Some of the differences between these responses can also be related to factors that influence demographic responses in our model. For the British population, for example, there is a relatively long time interval between arrival and breeding (around 30 days [39]). In relation to our model, this could be interpreted as an historical adaptation to a relative large difference between s and r. Under these circumstances, our model predicts a relatively small effect of a changed resource peak on population density (low value of s in Figure 3F). In the Dutch population in contrast, there is a short time interval between arrival and breeding (around 10 days [5]). This is a situation where the model predicts a relatively strong effect (high value of s in Figure 3F). In this way, the model predictions are in agreement with population decline, depending little on resource peak changes in Britain and depending more on resource peak changes in The Netherlands, as suggested by these studies.

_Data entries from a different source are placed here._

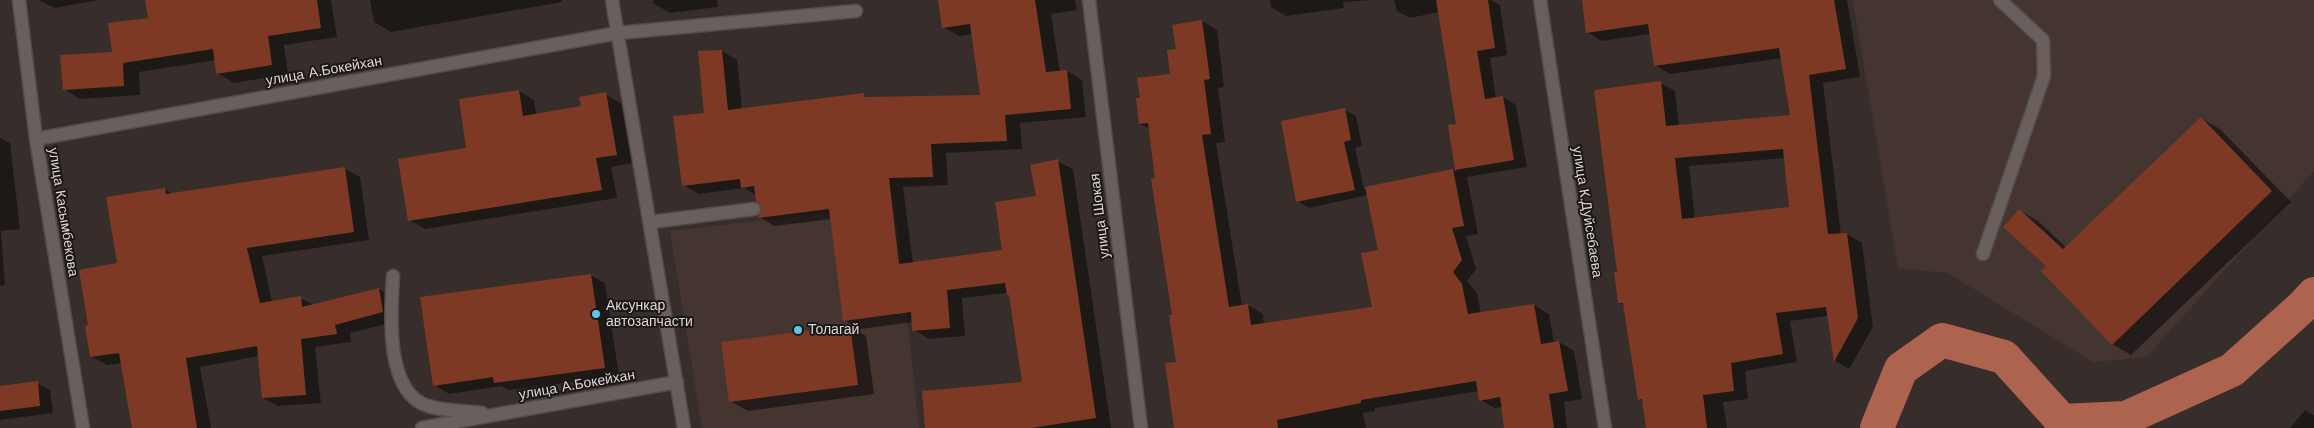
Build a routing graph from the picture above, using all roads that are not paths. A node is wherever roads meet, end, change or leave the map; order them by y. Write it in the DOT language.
graph roads {
  1 [pos="19,0"];
  2 [pos="612,0"];
  3 [pos="1089,0"];
  4 [pos="1540,0"];
  5 [pos="2000,0"];
  6 [pos="856,12"];
  7 [pos="618,33"];
  8 [pos="36,139"];
  9 [pos="754,209"];
  10 [pos="651,222"];
  11 [pos="1983,254"];
  12 [pos="393,276"];
  13 [pos="677,382"];
  14 [pos="496,415"];
  15 [pos="83,428"];
  16 [pos="422,428"];
  17 [pos="684,428"];
  18 [pos="1141,428"];
  19 [pos="1605,428"];
  1 -- 8 [label="street, улица Касымбекова"];
  2 -- 7 [label="street"];
  3 -- 18 [label="street, улица Шокая"];
  4 -- 19 [label="street, улица К.Дуйсебаева"];
  5 -- 11 [label="street"];
  6 -- 7 [label="street, улица А.Бокейхан"];
  7 -- 8 [label="street, улица А.Бокейхан"];
  7 -- 10 [label="street"];
  8 -- 15 [label="street, улица Касымбекова"];
  9 -- 10 [label="street"];
  10 -- 13 [label="street"];
  12 -- 14 [label="street"];
  13 -- 14 [label="street, улица А.Бокейхан"];
  13 -- 17 [label="street"];
  14 -- 16 [label="street, улица А.Бокейхан"];
}
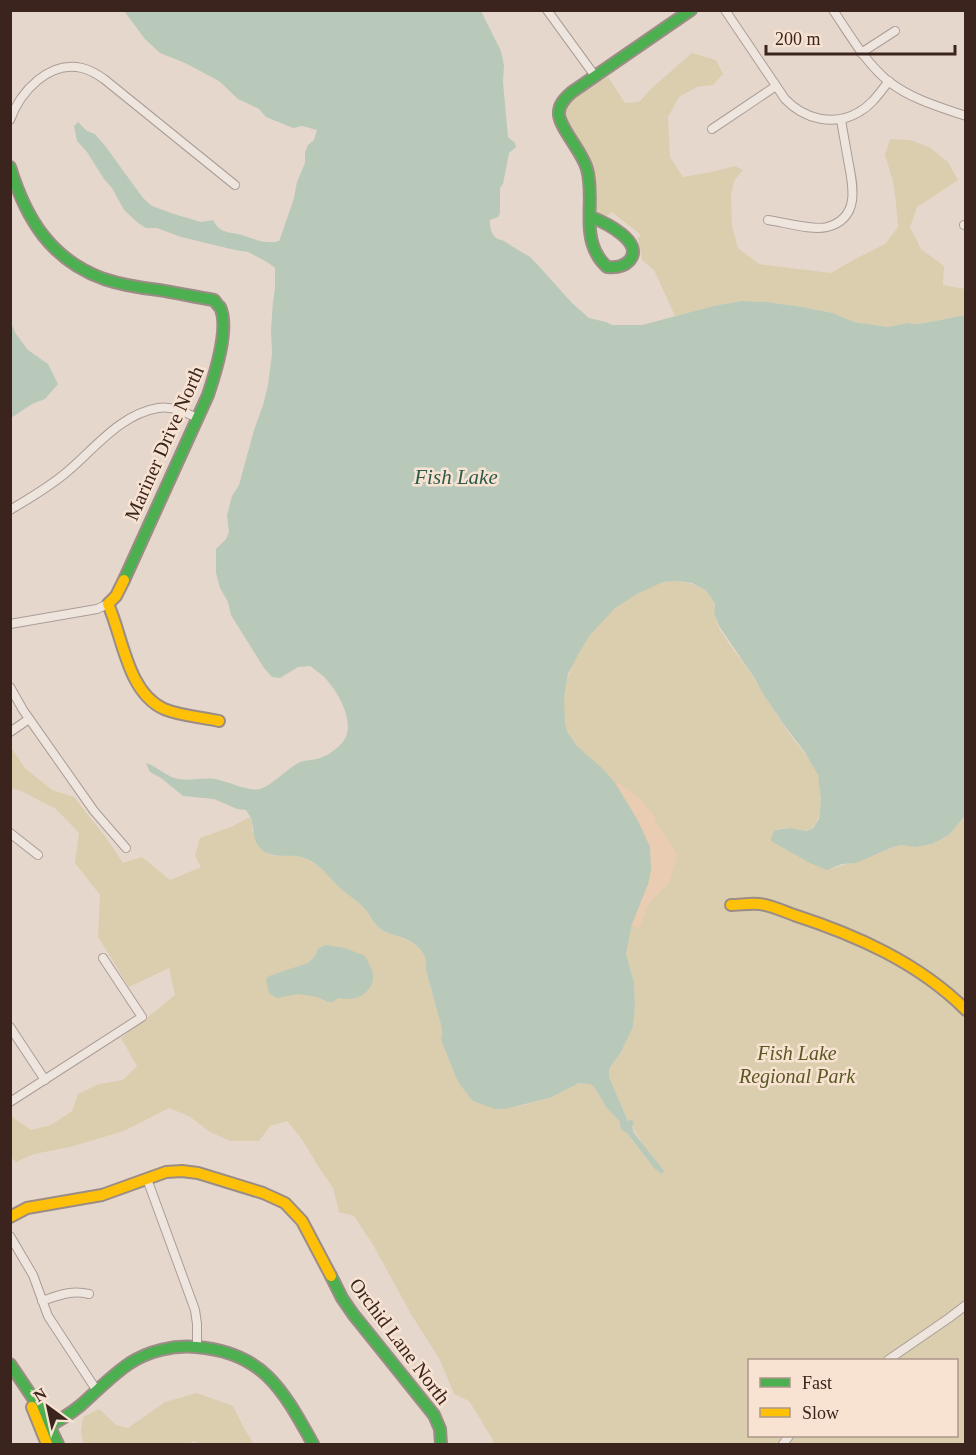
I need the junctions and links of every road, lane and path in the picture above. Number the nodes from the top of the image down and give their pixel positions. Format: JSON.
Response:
{"nodes":[{"id":1,"x":547,"y":10,"type":"edge"},
{"id":2,"x":725,"y":10,"type":"edge"},
{"id":3,"x":833,"y":10,"type":"edge"},
{"id":4,"x":684,"y":12,"type":"edge"},
{"id":5,"x":895,"y":31,"type":"dead end"},
{"id":6,"x":861,"y":53,"type":"junction"},
{"id":7,"x":595,"y":76,"type":"junction"},
{"id":8,"x":889,"y":81,"type":"junction"},
{"id":9,"x":776,"y":86,"type":"junction"},
{"id":10,"x":966,"y":116,"type":"edge"},
{"id":11,"x":841,"y":119,"type":"junction"},
{"id":12,"x":10,"y":120,"type":"edge"},
{"id":13,"x":712,"y":129,"type":"dead end"},
{"id":14,"x":11,"y":172,"type":"edge"},
{"id":15,"x":235,"y":185,"type":"dead end"},
{"id":16,"x":591,"y":218,"type":"junction"},
{"id":17,"x":768,"y":220,"type":"dead end"},
{"id":18,"x":197,"y":418,"type":"junction"},
{"id":19,"x":10,"y":510,"type":"edge"},
{"id":20,"x":108,"y":604,"type":"junction"},
{"id":21,"x":10,"y":624,"type":"edge"},
{"id":22,"x":10,"y":687,"type":"edge"},
{"id":23,"x":29,"y":719,"type":"junction"},
{"id":24,"x":219,"y":721,"type":"dead end"},
{"id":25,"x":10,"y":732,"type":"edge"},
{"id":26,"x":10,"y":832,"type":"edge"},
{"id":27,"x":126,"y":848,"type":"dead end"},
{"id":28,"x":38,"y":855,"type":"dead end"},
{"id":29,"x":731,"y":905,"type":"dead end"},
{"id":30,"x":103,"y":958,"type":"dead end"},
{"id":31,"x":966,"y":1010,"type":"edge"},
{"id":32,"x":10,"y":1027,"type":"edge"},
{"id":33,"x":45,"y":1080,"type":"junction"},
{"id":34,"x":10,"y":1102,"type":"edge"},
{"id":35,"x":147,"y":1179,"type":"junction"},
{"id":36,"x":10,"y":1217,"type":"edge"},
{"id":37,"x":10,"y":1236,"type":"edge"},
{"id":38,"x":89,"y":1294,"type":"dead end"},
{"id":39,"x":42,"y":1301,"type":"junction"},
{"id":40,"x":966,"y":1305,"type":"edge"},
{"id":41,"x":197,"y":1346,"type":"junction"},
{"id":42,"x":889,"y":1359,"type":"edge"},
{"id":43,"x":10,"y":1364,"type":"edge"},
{"id":44,"x":97,"y":1391,"type":"junction"},
{"id":45,"x":46,"y":1428,"type":"junction"},
{"id":46,"x":47,"y":1444,"type":"edge"},
{"id":47,"x":58,"y":1444,"type":"edge"},
{"id":48,"x":313,"y":1444,"type":"edge"},
{"id":49,"x":441,"y":1444,"type":"edge"}],
"edges":[{"from":1,"to":7,"type":"street"},
{"from":2,"to":9,"type":"street"},
{"from":3,"to":6,"type":"street"},
{"from":4,"to":7,"type":"street"},
{"from":5,"to":6,"type":"street"},
{"from":6,"to":8,"type":"street"},
{"from":7,"to":16,"type":"street"},
{"from":8,"to":10,"type":"street"},
{"from":8,"to":11,"type":"street"},
{"from":9,"to":11,"type":"street"},
{"from":9,"to":13,"type":"street"},
{"from":11,"to":17,"type":"street"},
{"from":12,"to":15,"type":"street"},
{"from":14,"to":18,"type":"street","name":"Mariner Drive North"},
{"from":16,"to":16,"type":"street"},
{"from":18,"to":19,"type":"street"},
{"from":18,"to":20,"type":"street","name":"Mariner Drive North"},
{"from":20,"to":21,"type":"street"},
{"from":20,"to":24,"type":"street"},
{"from":22,"to":23,"type":"street"},
{"from":23,"to":25,"type":"street"},
{"from":23,"to":27,"type":"street"},
{"from":26,"to":28,"type":"street"},
{"from":29,"to":31,"type":"street"},
{"from":30,"to":33,"type":"street"},
{"from":32,"to":33,"type":"street"},
{"from":33,"to":34,"type":"street"},
{"from":35,"to":36,"type":"street","name":"Orchid Lane North"},
{"from":35,"to":41,"type":"street"},
{"from":35,"to":49,"type":"street","name":"Orchid Lane North"},
{"from":37,"to":39,"type":"street"},
{"from":38,"to":39,"type":"street"},
{"from":39,"to":44,"type":"street"},
{"from":40,"to":42,"type":"street"},
{"from":41,"to":44,"type":"street"},
{"from":41,"to":48,"type":"street"},
{"from":43,"to":45,"type":"street"},
{"from":44,"to":45,"type":"street"},
{"from":45,"to":46,"type":"street"},
{"from":45,"to":47,"type":"street"}]}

It is also interesting to note that one factor that explained the decline in the British population [12] was Winter NAO index, which, as suggested by the authors, is likely to influence food availability on the wintering grounds and during migration. This could be interpreted as reduced winter survival or reduced productivity, which in our model also can explain reduced population density (Figure 2G,H).

For early arriving individuals in the Finnish population, reproductive mismatch and increased population density seems to have occurred simultaneously. This may seem strange, but interestingly, temperatures during the early part of their migration have increased as well [39], which could be interpreted as reduced survival cost for early arrival, i.e., earlier s in our model. If the majority of this population arrives early, then this change can indeed explain increased population density in our model (Figure 3F–J), even when trophic mismatch via advanced food peak occurs simultaneously (advanced r). In this population, there was also a change in the arrival date for early migrants [39], which is adaptive according to our model when s decreases (Figure 3A) and is in line with long term increase of population density as well (Figure 2F).

In sum, we find that a number of observations from these systems are in line with predictions from the model. These comparisons also serve as an illustration for the motivation of our study; namely the need to take the whole life history and a broad set of factors into account when predicting demographic changes involved in phenological shifts in migratory birds.